=== Section Start ===
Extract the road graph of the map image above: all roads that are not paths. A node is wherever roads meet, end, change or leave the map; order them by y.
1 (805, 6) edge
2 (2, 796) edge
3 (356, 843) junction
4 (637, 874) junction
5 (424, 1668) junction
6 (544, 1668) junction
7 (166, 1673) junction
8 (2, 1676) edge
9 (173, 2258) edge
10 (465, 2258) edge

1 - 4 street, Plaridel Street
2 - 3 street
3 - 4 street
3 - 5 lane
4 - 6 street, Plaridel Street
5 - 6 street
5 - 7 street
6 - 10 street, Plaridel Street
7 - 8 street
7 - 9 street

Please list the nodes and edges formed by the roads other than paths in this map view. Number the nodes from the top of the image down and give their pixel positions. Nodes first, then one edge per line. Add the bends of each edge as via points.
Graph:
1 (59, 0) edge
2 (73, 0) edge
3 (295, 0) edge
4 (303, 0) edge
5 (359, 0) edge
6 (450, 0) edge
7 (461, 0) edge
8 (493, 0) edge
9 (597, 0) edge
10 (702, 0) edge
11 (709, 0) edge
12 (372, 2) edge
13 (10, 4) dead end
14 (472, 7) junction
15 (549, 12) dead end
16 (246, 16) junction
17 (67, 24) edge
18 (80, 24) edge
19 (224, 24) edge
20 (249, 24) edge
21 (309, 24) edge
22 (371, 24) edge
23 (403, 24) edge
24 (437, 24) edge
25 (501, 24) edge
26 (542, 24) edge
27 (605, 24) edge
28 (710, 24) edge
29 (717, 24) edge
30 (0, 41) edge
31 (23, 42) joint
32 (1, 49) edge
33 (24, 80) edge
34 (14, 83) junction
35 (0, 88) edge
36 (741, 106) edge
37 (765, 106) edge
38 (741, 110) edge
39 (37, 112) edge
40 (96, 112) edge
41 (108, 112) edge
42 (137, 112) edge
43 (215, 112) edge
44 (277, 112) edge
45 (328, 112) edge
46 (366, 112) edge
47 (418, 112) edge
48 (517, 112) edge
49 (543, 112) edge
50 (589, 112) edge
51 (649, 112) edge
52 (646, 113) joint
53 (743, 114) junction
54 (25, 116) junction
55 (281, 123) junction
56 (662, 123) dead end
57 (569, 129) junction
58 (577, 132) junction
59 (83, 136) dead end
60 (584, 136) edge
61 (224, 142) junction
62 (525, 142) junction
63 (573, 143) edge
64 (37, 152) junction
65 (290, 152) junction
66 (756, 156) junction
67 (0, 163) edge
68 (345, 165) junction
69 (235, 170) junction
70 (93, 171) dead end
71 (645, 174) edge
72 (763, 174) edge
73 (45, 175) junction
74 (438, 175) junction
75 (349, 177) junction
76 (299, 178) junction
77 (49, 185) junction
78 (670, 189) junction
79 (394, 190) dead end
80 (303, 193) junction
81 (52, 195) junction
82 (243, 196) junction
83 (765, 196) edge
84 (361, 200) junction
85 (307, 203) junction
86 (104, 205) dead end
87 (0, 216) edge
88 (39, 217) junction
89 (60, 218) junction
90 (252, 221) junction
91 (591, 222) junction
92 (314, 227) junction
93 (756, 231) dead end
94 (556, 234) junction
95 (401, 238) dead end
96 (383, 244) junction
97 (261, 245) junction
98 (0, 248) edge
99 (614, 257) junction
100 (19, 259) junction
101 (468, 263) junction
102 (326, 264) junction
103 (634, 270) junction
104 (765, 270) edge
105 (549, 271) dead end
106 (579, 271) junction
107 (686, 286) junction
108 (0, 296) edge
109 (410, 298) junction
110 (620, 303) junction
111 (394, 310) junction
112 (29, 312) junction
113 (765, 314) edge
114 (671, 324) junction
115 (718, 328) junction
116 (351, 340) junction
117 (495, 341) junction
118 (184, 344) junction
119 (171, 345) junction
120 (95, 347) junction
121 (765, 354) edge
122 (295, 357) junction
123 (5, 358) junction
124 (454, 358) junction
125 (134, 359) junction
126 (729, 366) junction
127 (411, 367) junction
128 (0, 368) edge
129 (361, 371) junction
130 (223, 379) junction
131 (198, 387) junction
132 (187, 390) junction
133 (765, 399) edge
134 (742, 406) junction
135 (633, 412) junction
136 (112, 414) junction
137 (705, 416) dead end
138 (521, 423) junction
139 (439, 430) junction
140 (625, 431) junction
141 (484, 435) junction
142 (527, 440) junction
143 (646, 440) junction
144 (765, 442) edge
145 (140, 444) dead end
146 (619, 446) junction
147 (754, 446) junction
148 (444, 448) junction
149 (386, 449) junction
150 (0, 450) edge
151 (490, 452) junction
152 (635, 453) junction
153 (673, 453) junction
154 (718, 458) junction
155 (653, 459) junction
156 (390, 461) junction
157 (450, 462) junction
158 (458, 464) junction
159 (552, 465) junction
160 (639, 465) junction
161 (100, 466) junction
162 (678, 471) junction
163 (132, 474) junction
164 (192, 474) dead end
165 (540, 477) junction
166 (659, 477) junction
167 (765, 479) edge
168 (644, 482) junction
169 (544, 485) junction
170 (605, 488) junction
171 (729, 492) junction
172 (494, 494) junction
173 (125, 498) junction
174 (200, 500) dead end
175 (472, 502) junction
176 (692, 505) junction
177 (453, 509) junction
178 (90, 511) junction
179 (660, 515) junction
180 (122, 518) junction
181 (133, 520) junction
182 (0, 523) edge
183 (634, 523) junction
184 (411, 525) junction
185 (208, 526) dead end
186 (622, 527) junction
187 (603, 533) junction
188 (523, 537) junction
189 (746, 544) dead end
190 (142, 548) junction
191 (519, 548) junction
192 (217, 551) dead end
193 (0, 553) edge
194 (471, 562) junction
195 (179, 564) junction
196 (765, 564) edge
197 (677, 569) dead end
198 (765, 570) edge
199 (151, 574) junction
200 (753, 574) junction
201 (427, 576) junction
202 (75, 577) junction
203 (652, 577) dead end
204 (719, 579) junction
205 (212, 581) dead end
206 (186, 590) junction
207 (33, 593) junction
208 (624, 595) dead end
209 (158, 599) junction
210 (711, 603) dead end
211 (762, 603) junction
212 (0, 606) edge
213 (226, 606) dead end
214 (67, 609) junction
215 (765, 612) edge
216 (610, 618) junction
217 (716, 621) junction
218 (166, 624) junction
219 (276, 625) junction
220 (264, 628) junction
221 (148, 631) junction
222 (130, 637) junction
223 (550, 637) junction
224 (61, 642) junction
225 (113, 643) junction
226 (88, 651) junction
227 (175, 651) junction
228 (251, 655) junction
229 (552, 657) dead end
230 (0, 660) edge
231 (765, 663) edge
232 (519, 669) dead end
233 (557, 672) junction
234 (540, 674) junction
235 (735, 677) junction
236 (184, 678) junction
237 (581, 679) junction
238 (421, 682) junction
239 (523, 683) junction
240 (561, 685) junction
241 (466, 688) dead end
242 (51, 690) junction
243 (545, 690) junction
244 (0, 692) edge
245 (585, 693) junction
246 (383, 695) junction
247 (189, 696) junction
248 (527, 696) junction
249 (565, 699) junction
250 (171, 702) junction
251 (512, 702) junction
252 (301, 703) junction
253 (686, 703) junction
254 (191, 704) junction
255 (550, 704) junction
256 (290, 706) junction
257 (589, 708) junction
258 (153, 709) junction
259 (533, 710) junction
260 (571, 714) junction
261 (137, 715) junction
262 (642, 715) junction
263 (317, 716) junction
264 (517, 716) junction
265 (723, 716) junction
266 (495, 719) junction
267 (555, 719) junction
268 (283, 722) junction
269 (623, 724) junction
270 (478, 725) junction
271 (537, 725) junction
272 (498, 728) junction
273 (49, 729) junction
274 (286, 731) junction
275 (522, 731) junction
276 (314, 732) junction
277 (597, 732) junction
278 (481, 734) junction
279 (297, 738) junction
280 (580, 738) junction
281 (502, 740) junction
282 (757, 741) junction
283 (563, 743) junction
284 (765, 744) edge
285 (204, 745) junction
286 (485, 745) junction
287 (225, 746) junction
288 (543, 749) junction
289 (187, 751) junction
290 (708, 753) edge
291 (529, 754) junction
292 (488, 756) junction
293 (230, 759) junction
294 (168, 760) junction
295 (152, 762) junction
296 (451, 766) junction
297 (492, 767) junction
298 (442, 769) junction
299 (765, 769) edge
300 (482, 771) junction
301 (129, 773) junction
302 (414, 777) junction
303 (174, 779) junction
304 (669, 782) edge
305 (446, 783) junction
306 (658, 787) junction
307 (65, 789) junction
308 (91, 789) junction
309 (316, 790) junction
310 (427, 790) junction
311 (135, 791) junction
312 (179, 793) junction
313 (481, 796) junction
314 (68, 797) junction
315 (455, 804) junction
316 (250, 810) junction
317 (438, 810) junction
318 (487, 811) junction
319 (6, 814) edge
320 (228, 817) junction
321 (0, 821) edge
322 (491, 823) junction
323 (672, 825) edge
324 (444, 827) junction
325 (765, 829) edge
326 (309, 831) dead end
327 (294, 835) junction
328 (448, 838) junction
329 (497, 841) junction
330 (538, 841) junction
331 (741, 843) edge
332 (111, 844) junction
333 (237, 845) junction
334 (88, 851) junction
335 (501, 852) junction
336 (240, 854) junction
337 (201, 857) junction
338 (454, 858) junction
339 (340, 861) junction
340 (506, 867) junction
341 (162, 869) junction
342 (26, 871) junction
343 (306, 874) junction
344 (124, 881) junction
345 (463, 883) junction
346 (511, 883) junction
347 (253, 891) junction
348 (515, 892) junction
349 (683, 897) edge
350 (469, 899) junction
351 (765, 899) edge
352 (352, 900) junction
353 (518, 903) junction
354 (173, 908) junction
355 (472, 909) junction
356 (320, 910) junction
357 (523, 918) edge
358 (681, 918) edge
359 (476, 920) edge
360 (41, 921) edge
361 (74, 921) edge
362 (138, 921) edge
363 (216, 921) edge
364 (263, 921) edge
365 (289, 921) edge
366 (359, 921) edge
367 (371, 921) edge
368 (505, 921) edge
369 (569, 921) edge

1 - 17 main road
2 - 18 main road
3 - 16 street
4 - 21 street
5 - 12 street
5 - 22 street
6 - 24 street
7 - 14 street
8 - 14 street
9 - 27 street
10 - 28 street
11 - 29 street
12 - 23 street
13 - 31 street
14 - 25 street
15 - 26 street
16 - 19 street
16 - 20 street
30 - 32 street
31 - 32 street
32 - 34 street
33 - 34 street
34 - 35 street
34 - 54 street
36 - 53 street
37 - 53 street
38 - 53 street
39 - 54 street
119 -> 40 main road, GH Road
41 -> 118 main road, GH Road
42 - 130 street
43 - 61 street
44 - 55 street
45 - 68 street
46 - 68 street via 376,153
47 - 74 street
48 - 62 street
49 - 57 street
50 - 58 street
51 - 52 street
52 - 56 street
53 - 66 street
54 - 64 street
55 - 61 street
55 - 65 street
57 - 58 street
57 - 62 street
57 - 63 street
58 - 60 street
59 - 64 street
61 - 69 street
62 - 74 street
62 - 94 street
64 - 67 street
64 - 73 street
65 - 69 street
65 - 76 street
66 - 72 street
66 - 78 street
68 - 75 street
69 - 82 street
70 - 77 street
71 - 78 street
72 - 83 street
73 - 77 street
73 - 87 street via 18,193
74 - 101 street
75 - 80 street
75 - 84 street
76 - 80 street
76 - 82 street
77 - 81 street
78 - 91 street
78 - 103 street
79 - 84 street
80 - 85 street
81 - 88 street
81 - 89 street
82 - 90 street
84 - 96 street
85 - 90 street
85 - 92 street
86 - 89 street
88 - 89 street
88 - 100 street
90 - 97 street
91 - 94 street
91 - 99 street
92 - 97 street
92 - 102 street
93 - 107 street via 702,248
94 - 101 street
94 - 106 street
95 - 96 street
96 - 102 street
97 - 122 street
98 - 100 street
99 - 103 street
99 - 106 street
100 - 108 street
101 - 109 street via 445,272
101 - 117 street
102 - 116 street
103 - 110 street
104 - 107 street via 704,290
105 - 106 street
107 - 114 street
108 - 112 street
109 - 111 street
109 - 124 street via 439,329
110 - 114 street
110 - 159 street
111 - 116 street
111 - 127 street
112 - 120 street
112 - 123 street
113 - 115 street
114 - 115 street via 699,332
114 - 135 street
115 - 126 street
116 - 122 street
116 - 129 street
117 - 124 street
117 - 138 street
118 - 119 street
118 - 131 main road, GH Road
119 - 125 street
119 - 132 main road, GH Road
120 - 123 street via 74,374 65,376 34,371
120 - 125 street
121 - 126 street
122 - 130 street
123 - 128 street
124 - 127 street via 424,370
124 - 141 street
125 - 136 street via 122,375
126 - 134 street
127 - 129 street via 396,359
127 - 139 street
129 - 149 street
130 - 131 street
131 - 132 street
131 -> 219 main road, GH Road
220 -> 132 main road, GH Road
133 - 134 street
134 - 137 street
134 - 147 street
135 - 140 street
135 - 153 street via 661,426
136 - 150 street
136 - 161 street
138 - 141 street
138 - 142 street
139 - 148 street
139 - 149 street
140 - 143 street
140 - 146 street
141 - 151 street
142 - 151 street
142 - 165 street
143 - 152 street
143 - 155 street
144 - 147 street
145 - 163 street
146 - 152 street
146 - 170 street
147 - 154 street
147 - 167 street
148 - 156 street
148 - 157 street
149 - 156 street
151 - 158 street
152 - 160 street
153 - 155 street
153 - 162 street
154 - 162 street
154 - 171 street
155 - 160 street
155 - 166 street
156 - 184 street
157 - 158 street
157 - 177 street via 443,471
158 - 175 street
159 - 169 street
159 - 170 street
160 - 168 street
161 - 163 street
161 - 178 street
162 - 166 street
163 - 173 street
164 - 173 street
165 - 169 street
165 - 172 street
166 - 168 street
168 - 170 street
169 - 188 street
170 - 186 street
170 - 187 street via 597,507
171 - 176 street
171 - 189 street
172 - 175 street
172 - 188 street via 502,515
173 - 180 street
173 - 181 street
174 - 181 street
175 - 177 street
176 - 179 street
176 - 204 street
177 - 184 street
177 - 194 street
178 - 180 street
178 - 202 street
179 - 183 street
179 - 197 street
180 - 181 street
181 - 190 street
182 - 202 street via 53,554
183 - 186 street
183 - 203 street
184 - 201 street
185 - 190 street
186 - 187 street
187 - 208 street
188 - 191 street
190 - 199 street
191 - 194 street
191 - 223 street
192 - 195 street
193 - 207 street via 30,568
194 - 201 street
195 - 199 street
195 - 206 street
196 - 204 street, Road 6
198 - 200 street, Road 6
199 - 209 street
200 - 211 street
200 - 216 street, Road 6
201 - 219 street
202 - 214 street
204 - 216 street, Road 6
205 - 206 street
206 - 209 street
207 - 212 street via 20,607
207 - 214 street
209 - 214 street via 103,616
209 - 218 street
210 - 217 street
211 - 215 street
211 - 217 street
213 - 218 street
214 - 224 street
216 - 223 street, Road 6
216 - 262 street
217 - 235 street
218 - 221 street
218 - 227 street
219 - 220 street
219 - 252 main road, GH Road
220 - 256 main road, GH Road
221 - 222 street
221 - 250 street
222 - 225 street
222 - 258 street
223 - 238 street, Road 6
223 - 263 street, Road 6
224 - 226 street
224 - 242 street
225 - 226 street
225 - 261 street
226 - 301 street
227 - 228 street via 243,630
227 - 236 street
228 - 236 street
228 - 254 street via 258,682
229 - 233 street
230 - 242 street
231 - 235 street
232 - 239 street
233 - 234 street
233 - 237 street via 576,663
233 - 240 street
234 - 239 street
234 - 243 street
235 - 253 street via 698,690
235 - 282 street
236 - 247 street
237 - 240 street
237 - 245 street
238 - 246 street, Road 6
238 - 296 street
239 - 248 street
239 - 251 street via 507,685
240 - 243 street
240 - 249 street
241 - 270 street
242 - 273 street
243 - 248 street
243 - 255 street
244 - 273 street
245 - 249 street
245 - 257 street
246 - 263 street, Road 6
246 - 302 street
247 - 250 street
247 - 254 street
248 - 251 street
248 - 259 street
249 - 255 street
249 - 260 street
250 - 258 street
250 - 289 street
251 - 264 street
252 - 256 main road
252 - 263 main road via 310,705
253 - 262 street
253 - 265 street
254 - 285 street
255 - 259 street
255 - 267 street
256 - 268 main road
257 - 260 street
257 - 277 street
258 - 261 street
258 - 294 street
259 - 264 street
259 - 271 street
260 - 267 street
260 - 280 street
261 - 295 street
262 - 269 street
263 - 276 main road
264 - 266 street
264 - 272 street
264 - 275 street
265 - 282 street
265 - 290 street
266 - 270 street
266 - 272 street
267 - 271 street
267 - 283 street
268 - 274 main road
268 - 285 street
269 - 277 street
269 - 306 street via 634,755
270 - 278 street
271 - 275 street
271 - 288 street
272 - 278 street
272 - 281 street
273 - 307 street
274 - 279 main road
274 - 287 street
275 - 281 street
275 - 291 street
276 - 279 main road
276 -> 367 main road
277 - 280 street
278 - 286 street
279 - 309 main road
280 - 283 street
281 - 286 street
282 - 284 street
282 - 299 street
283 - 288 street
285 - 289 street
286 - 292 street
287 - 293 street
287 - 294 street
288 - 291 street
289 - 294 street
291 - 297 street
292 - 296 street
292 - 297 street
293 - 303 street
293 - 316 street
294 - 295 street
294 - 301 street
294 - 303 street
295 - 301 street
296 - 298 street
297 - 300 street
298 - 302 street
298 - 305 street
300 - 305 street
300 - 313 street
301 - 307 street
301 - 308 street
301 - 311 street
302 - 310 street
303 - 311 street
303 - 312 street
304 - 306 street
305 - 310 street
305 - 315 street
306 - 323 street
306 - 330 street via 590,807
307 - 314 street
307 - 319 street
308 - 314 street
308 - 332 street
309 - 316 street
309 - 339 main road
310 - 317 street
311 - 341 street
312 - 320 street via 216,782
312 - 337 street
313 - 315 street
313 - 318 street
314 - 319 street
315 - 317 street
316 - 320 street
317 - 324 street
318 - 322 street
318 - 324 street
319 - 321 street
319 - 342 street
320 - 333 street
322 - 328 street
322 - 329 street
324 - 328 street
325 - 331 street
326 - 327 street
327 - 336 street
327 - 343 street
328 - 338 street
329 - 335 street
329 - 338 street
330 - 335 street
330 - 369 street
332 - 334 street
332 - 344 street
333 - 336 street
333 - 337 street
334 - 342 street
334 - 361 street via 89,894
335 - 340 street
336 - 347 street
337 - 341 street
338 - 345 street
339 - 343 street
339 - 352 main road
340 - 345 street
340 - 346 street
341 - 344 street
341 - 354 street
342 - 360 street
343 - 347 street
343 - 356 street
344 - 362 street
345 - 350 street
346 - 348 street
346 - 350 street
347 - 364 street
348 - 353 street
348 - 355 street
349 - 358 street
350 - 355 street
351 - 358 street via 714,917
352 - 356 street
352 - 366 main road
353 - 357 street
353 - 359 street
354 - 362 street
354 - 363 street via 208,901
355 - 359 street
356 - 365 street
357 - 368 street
=== Section End ===
What is needed =>
Answer with one number: how many lines in the listing hold "roads".

Reply =>
2